Çalışan herkes emeklilik hayali kurar ve bu hayali kurmaya iş hayatına ilk adımı atmaya başladığı günden itibaren başlar. Önce yılları sonra ayları daha sonra günleri sayar. Ayrıca emekli olmanın son yılında ayrı bir matematik hesabı vardır; yıllık iznine ekle mazeret iznini sonra katma son bir haftayı bir de veda ziyaretleri ve muhabbetleri derken daha çalışırken emekli olmuşsun bile.

Bir de resmi kurumda isen, çalıştığın makamda fazlalık varsa belirli günler gidersin, sadece nöbet usulü ya da alt kadron genişse ya da çömezin varsa ya da kalabalık bir proje grubundaysan, diğerleri iş bırakmaz sana, çalışırken emekliliğin tadını çıkarmaya başlamışsındır çoktan.

Emeklilik hayalleri dedik ya var mı hayallerine ulaşabilen?

İşin ekonomik boyutundan, market market indirim takip etmekten ve geçim derdinden bahsetmeyeceğim. Geç kalkmaktan, rahat rahat kahvaltı yapmaktan, bütün yazı yazlığa gidip huzurlu ve konforlu bir şekilde geçirmenden de bahsetmeyeceğim. Emeklilikte bizi yoran ama tatlı bir gülüşü ya da tatlı bir sözü ile tüm yorgunluğu unutturan torun bakma işinden diğer bir ifadeyle torun ile kaliteli zaman geçirme faaliyetinden de bahsetmeyeceğim.

Atalarımızdan bize kalan kültürde ve inancımızda emeklilik diye bir kavram yoktur. Emekli olup bilgisini, tecrübesini ve ustalığını kullanmayıp bir kenara çekilmek ya da sadece tüketici bir birey olarak hayatının geri kalanını üretmeden yaşamak ne kadar etik olarak karşılanır bunu sizin takdirinize bırakıyorum.

Sadece tüketerek yaşamak doğru mudur?

Oysa emekli olup bağ, bahçe işleri ile uğraşan, kitap yazan, ticaret yapan, sanat dalına yönelen, Kuran-ı Kerim öğrenen, iş yeri açarak üreten ve bunu emekli kimliği altında yapan bir kişi ne kadar özeldir? Bilgi ve tecrübelerini üretenlere destek olmak için kullanan hiçbir şey, elinden gelmese de insanlara, canlılara yaptığı maddi ve manevi iyilikler ile katkı veren emekli bir kişi olmak da güzeldir.

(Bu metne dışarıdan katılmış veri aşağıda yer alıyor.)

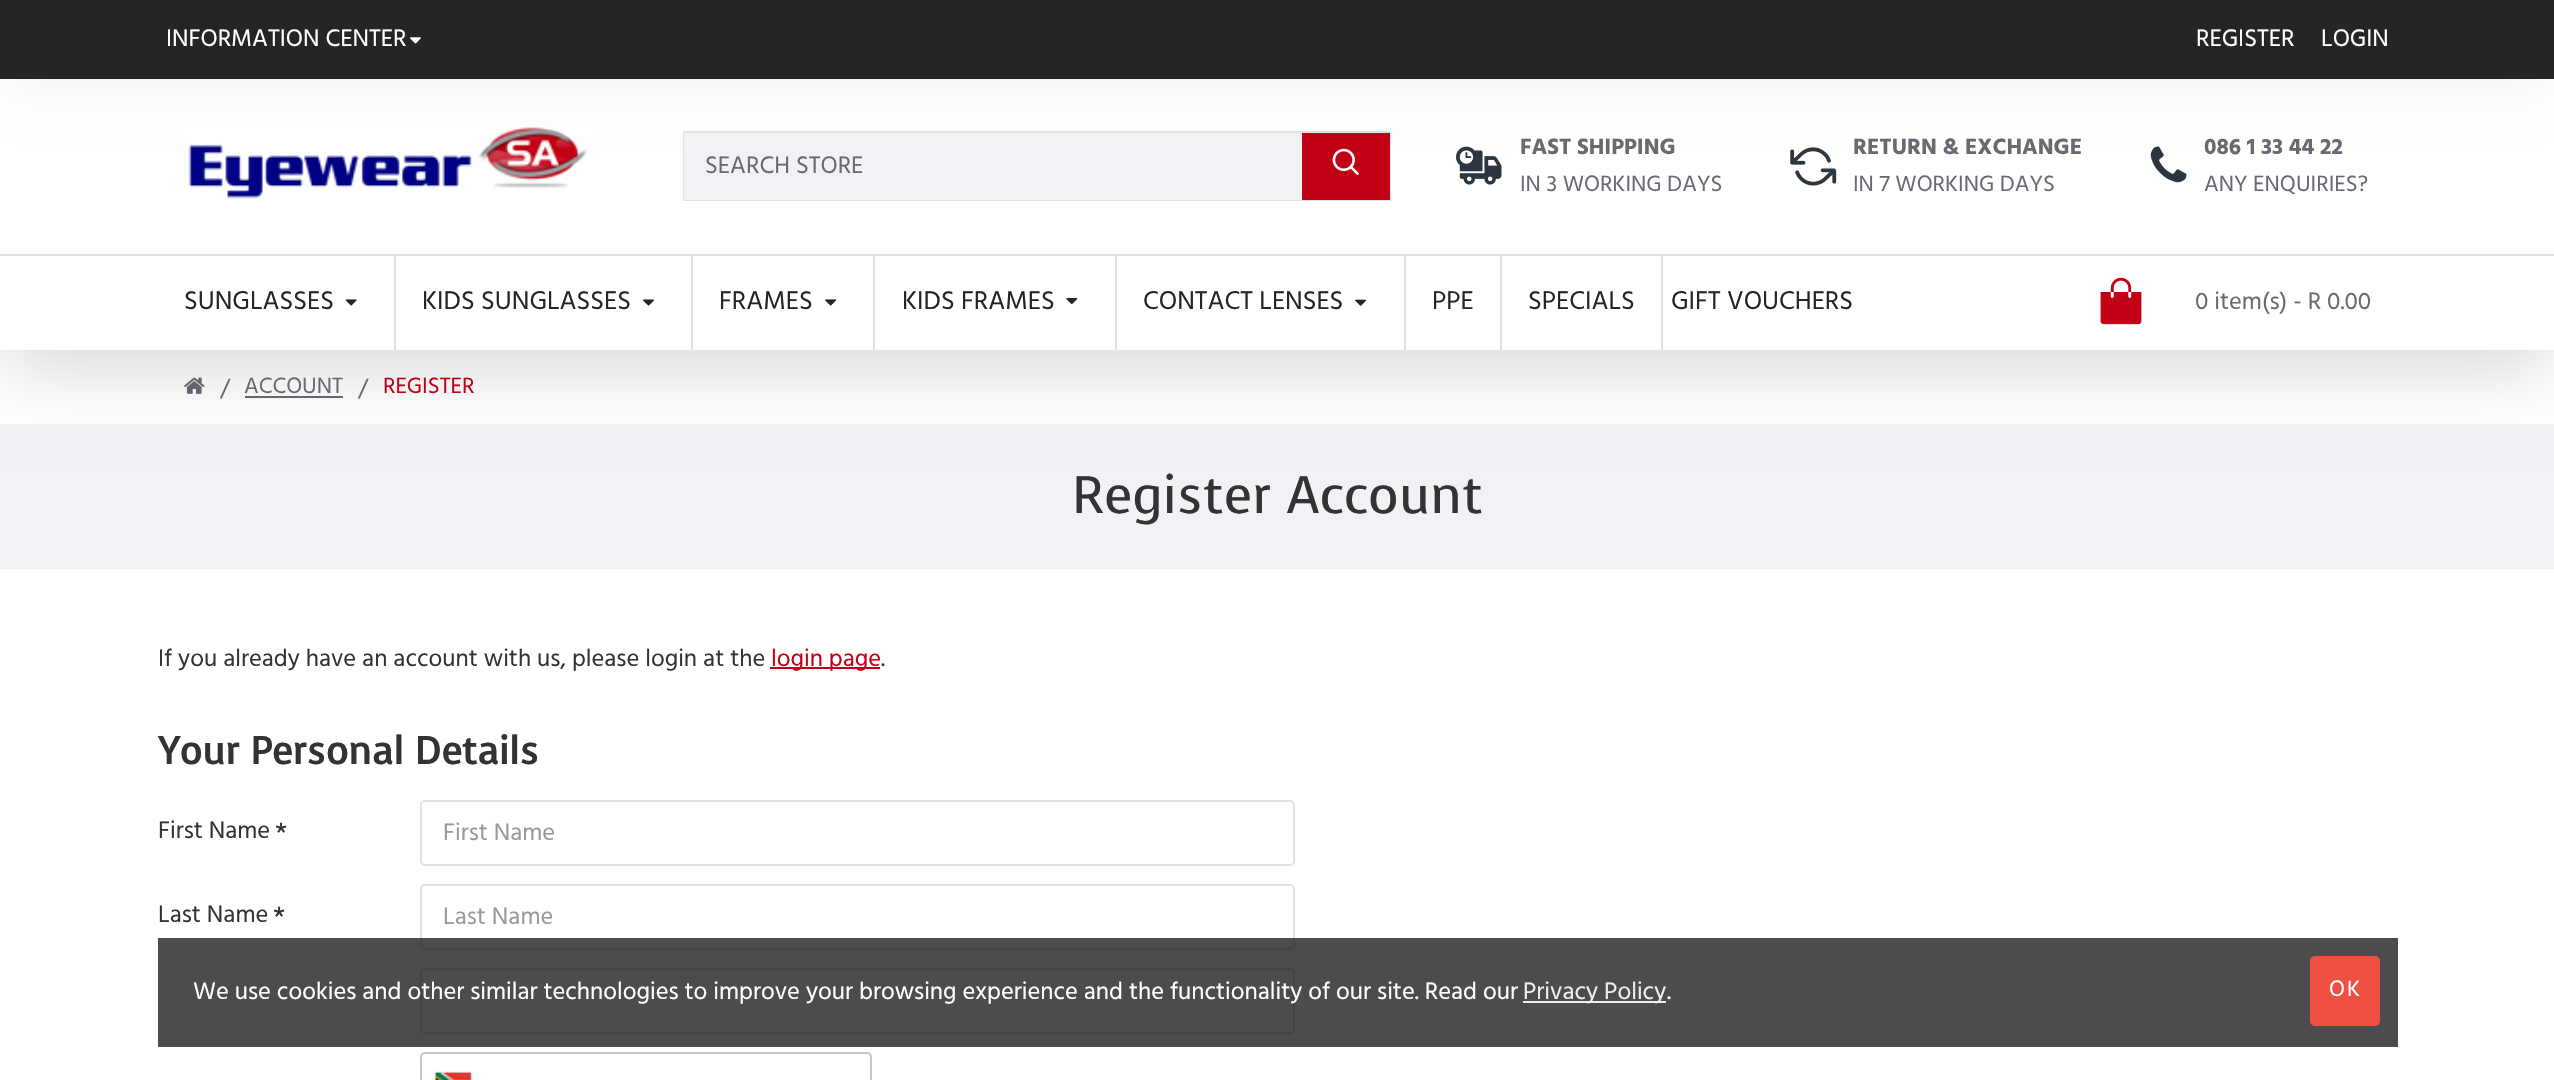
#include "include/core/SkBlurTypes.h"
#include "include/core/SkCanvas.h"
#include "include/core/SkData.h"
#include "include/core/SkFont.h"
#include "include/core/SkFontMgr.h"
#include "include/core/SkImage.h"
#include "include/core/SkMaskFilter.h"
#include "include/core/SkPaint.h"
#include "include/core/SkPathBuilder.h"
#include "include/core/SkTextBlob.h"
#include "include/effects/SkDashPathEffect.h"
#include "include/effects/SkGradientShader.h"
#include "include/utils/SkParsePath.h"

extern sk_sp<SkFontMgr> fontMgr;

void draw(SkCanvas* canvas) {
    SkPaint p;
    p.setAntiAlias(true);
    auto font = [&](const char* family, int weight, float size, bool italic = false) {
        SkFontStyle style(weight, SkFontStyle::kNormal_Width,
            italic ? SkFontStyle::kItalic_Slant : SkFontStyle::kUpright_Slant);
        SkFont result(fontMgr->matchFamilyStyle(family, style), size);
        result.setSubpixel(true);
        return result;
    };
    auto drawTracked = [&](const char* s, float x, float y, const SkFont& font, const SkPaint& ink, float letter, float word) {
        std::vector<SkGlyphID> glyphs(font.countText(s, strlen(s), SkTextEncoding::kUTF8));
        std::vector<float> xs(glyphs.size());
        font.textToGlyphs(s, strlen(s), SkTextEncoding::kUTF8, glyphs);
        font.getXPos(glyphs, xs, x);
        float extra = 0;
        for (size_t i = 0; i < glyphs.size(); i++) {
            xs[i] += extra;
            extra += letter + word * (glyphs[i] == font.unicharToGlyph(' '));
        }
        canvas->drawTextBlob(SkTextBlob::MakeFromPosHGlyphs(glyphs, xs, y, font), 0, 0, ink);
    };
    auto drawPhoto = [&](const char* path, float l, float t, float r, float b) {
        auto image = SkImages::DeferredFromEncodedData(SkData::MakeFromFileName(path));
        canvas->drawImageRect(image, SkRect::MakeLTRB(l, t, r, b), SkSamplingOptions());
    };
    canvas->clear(0xFFFFFFFF);
    drawPhoto("media/13.png", 184, 377, 205, 394);
    p.setColor(0xFF696973);
    canvas->drawRect(SkRect::MakeLTRB(245, 396, 343, 398), p);
    p.setColor(0xFFF0F2F5);
    canvas->drawRect(SkRect::MakeLTRB(0, 424, 2554, 569), p);
    p.setColor(0x26000000);
    p.setMaskFilter(SkMaskFilter::MakeBlur(kNormal_SkBlurStyle, 35));
    canvas->drawRect(SkRect::MakeLTRB(0, 18, 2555, 368), p);
    p.setMaskFilter(nullptr);
    p.setColor(0xFFFFFFFF);
    canvas->drawRect(SkRect::MakeLTRB(0, 79, 2554, 350), p);
    p.setColor(0x12000000);
    p.setMaskFilter(SkMaskFilter::MakeBlur(kNormal_SkBlurStyle, 30.5f));
    canvas->drawRect(SkRect::MakeLTRB(9, 18, 2546, 79), p);
    p.setMaskFilter(nullptr);
    p.setColor(0xFF252525);
    canvas->drawRect(SkRect::MakeLTRB(0, 0, 2554, 79), p);
    auto font1 = font("Hind Madurai", 400, 24.5f);
    p.setColor(0xFFFFFFFF);
    canvas->drawString("INFORMATION CENTER", 166, 46, font1, p);
    drawPhoto("media/1.png", 410, 37, 421, 44);
    canvas->drawString("REGISTER", 2196, 46, font1, p);
    canvas->drawString("LOGIN", 2321, 46, font1, p);
    drawPhoto("media/2.png", 188, 127, 588, 199);
    p.setStyle(SkPaint::kStroke_Style);
    p.setStrokeWidth(2);
    p.setColor(0xFFE2E2E2);
    canvas->drawRect(SkRect::MakeLTRB(684, 132, 1390, 200), p);
    p.setStyle(SkPaint::kFill_Style);
    p.setColor(0xFFF0F2F5);
    canvas->drawRect(SkRect::MakeLTRB(684, 133, 1302, 200), p);
    p.setColor(0xFF696973);
    canvas->drawString("SEARCH STORE", 705, 173, font1, p);
    p.setColor(0xFFC20016);
    canvas->drawRect(SkRect::MakeLTRB(1302, 133, 1390, 200), p);
    drawPhoto("media/3.png", 1332, 148, 1359, 175);
    drawPhoto("media/4.png", 1456, 146, 1502, 185);
    auto font2 = font("Hind Madurai", 700, 22.75f);
    p.setColor(0xFF696973);
    canvas->drawString("FAST SHIPPING", 1520, 154, font2, p);
    auto font3 = font("Hind Madurai", 400, 22.75f);
    canvas->drawString("IN 3 WORKING DAYS", 1520, 191, font3, p);
    drawPhoto("media/5.png", 1790, 147, 1837, 186);
    canvas->drawString("RETURN & EXCHANGE", 1853, 154, font2, p);
    canvas->drawString("IN 7 WORKING DAYS", 1853, 191, font3, p);
    drawPhoto("media/6.png", 2150, 146, 2187, 183);
    canvas->drawString("086 1 33 44 22", 2204, 154, font2, p);
    canvas->drawString("ANY ENQUIRIES?", 2204, 191, font3, p);
    p.setColor(0xFFE2E2E2);
    canvas->drawRect(SkRect::MakeLTRB(0, 254, 2554, 256), p);
    auto font4 = font("Hind Madurai", 400, 26.25f);
    p.setColor(0xFF252525);
    canvas->drawString("SUNGLASSES", 184, 309, font4, p);
    drawPhoto("media/7.png", 345, 299, 357, 306);
    p.setColor(0xFFE2E2E2);
    canvas->drawRect(SkRect::MakeLTRB(394, 254, 396, 350), p);
    p.setColor(0xFF252525);
    canvas->drawString("KIDS SUNGLASSES", 422, 309, font4, p);
    drawPhoto("media/8.png", 643, 299, 654, 306);
    p.setColor(0xFFE2E2E2);
    canvas->drawRect(SkRect::MakeLTRB(691, 254, 693, 350), p);
    p.setColor(0xFF252525);
    canvas->drawString("FRAMES", 719, 309, font4, p);
    drawPhoto("media/9.png", 825, 299, 837, 306);
    p.setColor(0xFFE2E2E2);
    canvas->drawRect(SkRect::MakeLTRB(873, 254, 875, 350), p);
    p.setColor(0xFF252525);
    canvas->drawString("KIDS FRAMES", 902, 309, font4, p);
    drawPhoto("media/10.png", 1066, 298, 1078, 305);
    p.setColor(0xFFE2E2E2);
    canvas->drawRect(SkRect::MakeLTRB(1115, 254, 1117, 350), p);
    p.setColor(0xFF252525);
    canvas->drawString("CONTACT LENSES", 1143, 309, font4, p);
    drawPhoto("media/11.png", 1355, 299, 1367, 306);
    p.setColor(0xFFE2E2E2);
    canvas->drawRect(SkRect::MakeLTRB(1404, 254, 1406, 350), p);
    p.setColor(0xFF252525);
    canvas->drawString("PPE", 1432, 309, font4, p);
    p.setColor(0xFFE2E2E2);
    canvas->drawRect(SkRect::MakeLTRB(1500, 254, 1502, 350), p);
    p.setColor(0xFF252525);
    canvas->drawString("SPECIALS", 1528, 309, font4, p);
    p.setColor(0xFFE2E2E2);
    canvas->drawRect(SkRect::MakeLTRB(1661, 254, 1663, 350), p);
    p.setColor(0xFF252525);
    canvas->drawString("GIFT VOUCHERS", 1671, 309, font4, p);
    drawPhoto("media/12.png", 2100, 277, 2142, 325);
    p.setColor(0xFF696973);
    canvas->drawString("0 item(s) - R 0.00", 2195, 309, font1, p);
    canvas->drawString("/", 220, 396, font1, p);
    canvas->drawString("ACCOUNT", 244, 393, font3, p);
    canvas->drawString("/", 358, 396, font1, p);
    p.setColor(0xFFC20016);
    canvas->drawString("REGISTER", 383, 393, font3, p);
    auto font5 = font("Voces", 400, 52.5f);
    p.setColor(0xFF333333);
    canvas->drawString("Register Account", 1072, 513, font5, p);
    canvas->drawString("If you already have an account with us, please login at the", 158, 666, font1, p);
    p.setColor(0xFFC20016);
    canvas->drawRect(SkRect::MakeLTRB(770, 667, 880, 669), p);
    canvas->drawString("login page", 771, 666, font1, p);
    p.setColor(0xFF333333);
    canvas->drawString(".", 881, 666, font1, p);
    auto font6 = font("Voces", 700, 38.5f);
    canvas->drawString("Your Personal Details", 158, 764, font6, p);
    canvas->drawString("First Name", 158, 838, font1, p);
    auto font7 = font("Hind Madurai", 400, 30);
    canvas->drawString("*", 275, 843, font7, p);
    p.setStyle(SkPaint::kStroke_Style);
    p.setColor(0xFFE2E2E2);
    canvas->drawRoundRect(SkRect::MakeLTRB(421, 801, 1294, 865), 4, 4, p);
    p.setStyle(SkPaint::kFill_Style);
    p.setColor(0xFF999999);
    canvas->drawString("First Name", 443, 840, font1, p);
    p.setColor(0xFF333333);
    canvas->drawString("Last Name", 158, 922, font1, p);
    canvas->drawString("*", 273, 927, font7, p);
    p.setStyle(SkPaint::kStroke_Style);
    p.setColor(0xFFE2E2E2);
    canvas->drawRoundRect(SkRect::MakeLTRB(421, 885, 1294, 949), 4, 4, p);
    p.setStyle(SkPaint::kFill_Style);
    p.setColor(0xFF999999);
    canvas->drawString("Last Name", 443, 924, font1, p);
    p.setStyle(SkPaint::kStroke_Style);
    p.setColor(0xFFE2E2E2);
    canvas->drawRoundRect(SkRect::MakeLTRB(421, 969, 1294, 1033), 4, 4, p);
    p.setColor(0xFFC6C6C6);
    canvas->drawRoundRect(SkRect::MakeLTRB(421, 1053, 871, 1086), 4, 4, p);
    p.setStyle(SkPaint::kFill_Style);
    p.setColor(0xFF888888);
    p.setMaskFilter(SkMaskFilter::MakeBlur(kNormal_SkBlurStyle, 1));
    canvas->drawRect(SkRect::MakeLTRB(436, 1073, 471, 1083), p);
    p.setMaskFilter(nullptr);
    drawPhoto("media/14.png", 435, 1072, 471, 1080);
    p.setColor(0xB3000000);
    canvas->drawRect(SkRect::MakeLTRB(158, 938, 2398, 1047), p);
    p.setColor(0xFFFFFFFF);
    canvas->drawString("We use cookies and other similar technologies to improve your browsing experience and the functionality of our site. Read our", 193, 999, font1, p);
    p.setColor(0xFFEEEEEE);
    canvas->drawRect(SkRect::MakeLTRB(1523, 1001, 1666, 1003), p);
    canvas->drawString("Privacy Policy", 1523, 999, font1, p);
    p.setColor(0xFFFFFFFF);
    canvas->drawString(".", 1667, 999, font1, p);
    p.setColor(0xFFEF5042);
    canvas->drawRoundRect(SkRect::MakeLTRB(2310, 956, 2380, 1026), 5, 5, p);
    p.setColor(0xFFFFFFFF);
    drawTracked("OK", 2329, 996, font3, p, 2, 0);
}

Yoldaki bir taşı kenara almak, gazete ve kitap okumak, gönüllü projelerine katılmak, susamış bir hayvana su vermek, ev işlerinde eşine yardımcı olmak, kitap toplamak ve bu topladığı kitapları kütüphaneler ile okullara dağıtmak, yerdeki bir çöpü çöp kutusuna atmak da bir eylemdir ve iştir.

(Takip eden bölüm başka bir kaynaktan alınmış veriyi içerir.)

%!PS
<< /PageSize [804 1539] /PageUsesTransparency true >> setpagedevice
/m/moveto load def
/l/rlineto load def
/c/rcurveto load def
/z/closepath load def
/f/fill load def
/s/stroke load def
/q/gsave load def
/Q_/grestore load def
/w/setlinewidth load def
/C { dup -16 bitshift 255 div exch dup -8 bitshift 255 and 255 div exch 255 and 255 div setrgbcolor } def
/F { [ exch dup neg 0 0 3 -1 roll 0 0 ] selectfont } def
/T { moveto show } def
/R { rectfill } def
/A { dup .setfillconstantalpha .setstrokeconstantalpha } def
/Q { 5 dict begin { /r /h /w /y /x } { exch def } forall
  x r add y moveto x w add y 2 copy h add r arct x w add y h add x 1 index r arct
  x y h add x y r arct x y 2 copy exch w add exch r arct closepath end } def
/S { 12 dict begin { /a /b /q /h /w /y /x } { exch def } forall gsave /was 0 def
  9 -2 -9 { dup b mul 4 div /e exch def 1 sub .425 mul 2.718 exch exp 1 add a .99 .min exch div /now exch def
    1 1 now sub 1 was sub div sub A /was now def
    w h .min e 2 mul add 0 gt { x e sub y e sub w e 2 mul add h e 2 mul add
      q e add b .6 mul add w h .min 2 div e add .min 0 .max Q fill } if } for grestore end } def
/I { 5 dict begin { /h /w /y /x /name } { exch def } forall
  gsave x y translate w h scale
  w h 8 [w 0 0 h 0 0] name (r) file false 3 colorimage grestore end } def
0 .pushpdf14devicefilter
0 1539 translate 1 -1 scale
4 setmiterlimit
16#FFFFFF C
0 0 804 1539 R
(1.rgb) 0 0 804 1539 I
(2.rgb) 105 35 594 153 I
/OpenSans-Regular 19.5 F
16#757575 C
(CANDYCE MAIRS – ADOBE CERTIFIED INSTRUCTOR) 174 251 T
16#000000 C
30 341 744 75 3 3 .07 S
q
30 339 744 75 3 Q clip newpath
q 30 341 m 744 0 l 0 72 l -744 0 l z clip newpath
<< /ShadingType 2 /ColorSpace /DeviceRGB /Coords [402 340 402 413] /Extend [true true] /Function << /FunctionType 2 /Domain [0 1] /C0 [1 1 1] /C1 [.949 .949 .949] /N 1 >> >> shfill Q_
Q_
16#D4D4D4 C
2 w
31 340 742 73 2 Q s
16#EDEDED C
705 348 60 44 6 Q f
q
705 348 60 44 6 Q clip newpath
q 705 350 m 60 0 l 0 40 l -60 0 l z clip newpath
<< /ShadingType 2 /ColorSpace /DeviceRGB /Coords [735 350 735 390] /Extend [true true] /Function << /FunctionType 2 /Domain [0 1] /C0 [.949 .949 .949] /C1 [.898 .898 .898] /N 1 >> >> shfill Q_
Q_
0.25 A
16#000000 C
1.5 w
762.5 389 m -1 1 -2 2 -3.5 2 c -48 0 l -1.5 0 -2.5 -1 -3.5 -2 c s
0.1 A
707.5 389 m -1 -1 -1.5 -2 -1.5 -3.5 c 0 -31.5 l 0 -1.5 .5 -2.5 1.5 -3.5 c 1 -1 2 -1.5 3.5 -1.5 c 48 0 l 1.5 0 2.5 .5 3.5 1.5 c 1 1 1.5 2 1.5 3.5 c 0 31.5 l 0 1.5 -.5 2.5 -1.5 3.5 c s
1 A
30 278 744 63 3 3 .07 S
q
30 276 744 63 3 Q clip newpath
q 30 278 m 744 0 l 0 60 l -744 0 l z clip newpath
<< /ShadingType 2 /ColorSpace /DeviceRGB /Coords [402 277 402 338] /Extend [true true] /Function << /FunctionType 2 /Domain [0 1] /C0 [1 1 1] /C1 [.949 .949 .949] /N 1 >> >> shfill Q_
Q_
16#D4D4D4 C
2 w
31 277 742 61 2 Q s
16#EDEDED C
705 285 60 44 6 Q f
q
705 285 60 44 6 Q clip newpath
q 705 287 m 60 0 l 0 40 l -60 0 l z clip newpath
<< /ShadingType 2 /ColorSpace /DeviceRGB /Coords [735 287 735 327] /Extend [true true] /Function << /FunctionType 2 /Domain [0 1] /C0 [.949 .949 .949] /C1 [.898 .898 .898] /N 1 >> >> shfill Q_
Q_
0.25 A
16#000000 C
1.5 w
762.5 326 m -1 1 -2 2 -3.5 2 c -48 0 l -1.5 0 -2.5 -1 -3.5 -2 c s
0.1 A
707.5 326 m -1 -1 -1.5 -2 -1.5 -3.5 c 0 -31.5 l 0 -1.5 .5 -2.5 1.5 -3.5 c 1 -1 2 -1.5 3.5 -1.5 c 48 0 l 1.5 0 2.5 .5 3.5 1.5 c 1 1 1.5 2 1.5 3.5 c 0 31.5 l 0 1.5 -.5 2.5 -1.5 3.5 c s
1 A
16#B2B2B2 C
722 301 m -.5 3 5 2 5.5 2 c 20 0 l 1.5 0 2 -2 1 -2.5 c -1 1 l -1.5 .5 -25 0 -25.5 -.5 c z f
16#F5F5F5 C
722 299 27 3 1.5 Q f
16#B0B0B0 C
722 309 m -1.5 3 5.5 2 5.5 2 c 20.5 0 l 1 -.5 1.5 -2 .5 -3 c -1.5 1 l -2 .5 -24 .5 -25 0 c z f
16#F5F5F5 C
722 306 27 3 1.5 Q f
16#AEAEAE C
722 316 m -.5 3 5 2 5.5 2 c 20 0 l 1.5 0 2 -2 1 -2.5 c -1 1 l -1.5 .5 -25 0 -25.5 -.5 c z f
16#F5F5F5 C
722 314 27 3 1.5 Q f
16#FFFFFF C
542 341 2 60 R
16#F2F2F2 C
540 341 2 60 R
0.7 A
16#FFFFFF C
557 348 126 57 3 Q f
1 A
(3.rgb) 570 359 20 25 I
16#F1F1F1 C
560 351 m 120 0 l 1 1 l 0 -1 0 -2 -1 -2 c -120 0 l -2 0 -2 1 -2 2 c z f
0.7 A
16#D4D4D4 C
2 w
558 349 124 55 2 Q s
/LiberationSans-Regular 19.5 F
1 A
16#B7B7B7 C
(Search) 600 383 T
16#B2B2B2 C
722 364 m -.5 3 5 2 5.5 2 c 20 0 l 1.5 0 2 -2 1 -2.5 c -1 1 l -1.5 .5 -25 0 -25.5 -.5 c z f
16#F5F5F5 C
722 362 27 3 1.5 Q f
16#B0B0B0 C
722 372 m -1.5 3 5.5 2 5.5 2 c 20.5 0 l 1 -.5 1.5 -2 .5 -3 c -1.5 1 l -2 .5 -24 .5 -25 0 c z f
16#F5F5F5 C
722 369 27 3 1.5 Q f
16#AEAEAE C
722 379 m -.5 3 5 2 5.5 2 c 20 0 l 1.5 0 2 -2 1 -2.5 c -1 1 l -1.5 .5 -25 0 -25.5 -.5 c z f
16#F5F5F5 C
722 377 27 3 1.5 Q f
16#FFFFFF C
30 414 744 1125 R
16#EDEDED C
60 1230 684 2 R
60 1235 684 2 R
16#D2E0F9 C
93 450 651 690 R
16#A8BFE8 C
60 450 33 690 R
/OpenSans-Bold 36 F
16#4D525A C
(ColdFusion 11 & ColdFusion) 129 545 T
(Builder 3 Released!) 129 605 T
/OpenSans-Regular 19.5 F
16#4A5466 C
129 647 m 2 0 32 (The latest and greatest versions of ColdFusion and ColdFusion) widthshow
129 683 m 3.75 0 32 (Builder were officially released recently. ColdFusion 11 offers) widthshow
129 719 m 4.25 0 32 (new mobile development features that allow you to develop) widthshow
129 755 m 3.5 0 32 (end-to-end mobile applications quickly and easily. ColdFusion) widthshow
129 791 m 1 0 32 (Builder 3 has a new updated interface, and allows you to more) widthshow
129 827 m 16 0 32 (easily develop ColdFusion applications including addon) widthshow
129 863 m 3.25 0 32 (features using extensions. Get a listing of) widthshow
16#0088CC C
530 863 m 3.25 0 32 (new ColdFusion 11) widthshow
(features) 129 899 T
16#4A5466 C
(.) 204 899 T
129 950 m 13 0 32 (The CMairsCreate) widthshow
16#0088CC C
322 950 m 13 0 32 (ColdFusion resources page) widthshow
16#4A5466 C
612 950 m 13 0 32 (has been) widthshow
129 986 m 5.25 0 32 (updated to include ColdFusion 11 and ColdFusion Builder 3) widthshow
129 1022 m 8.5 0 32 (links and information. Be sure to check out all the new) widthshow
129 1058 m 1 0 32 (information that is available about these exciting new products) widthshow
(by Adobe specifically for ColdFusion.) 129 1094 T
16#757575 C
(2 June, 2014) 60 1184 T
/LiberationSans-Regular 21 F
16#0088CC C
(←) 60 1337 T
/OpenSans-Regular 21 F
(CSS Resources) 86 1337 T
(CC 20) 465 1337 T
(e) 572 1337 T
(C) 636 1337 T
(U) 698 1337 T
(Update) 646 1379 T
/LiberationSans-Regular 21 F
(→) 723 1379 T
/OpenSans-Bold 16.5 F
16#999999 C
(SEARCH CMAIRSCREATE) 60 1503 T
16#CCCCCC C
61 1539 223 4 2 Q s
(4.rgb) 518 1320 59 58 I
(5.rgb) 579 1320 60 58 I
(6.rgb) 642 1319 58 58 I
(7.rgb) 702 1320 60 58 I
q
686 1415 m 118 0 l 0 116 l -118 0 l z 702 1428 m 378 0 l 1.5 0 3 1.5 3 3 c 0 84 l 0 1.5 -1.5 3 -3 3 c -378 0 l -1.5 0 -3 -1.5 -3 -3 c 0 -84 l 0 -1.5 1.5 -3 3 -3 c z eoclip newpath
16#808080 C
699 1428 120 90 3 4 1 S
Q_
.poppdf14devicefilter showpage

Emeklilik son nefesi vermekle olur o da işten değil hayattan. İnsan ölene kadar çalışmalı ve üretmeli, yorulduğunda başka bir faaliyeti yapmalı kadın-erkek, genç-yaşlı, çalışan ve emekli kimliği fark etmeden. Bu yaşam düzenini de kendine, ailesine, ibadetine ve işine göre planlamalı ve dahi kendini her yönden geliştirmeye devam etmelidir ara vermeden. 

Örneği yok mu hayatımızda?

Annelik ve babalık ne kadar bir iş olarak görülmese de ömür sonuna kadar devam eden yüce bir eylemdir. 

Ev hanımlığı; temizlik, aşçılık, yönetim ve organizasyon, çocuk bakıcılığı, yatırım danışmanlığı, arabuluculuk, psikolog, ev ekonomisi yönetimi, yaşlı bakımı gibi başta hizmetler sektörü olmakla birlikte tüm sektörleri kapsayan, evlendikten sonra ömür boyu sigortasız ve maaş almadan, mesaisi 24 saat üzerinden gece gündüz demeden çalışan ve emeklilik nedir bilmeyen bir iş kolunu temsil eder. Hastalanıp yatağa düştüğünde ve 40 yılda bir o da ağır işler olmamak üzere, eşinin ya da çocuklarının ‘’Ben yaparım!’’ Açıklaması kapsamında kısa süreli yıllık iznini kullanabilir birkaç saatliğine de olsa.

Ev hanımlığına bir de çalışma, eşine işinde yardımcı olma, çocuk büyütme görevini üstlenme sorumluluğunu da alan ev hanımlarımız var yetmezmiş gibi ya da zorunlu olarak.

Madem emeklik bir haksa, ilk ev hanımlarının hakkıdır.

Hem yıpranma payı, hem de en üst dereceden!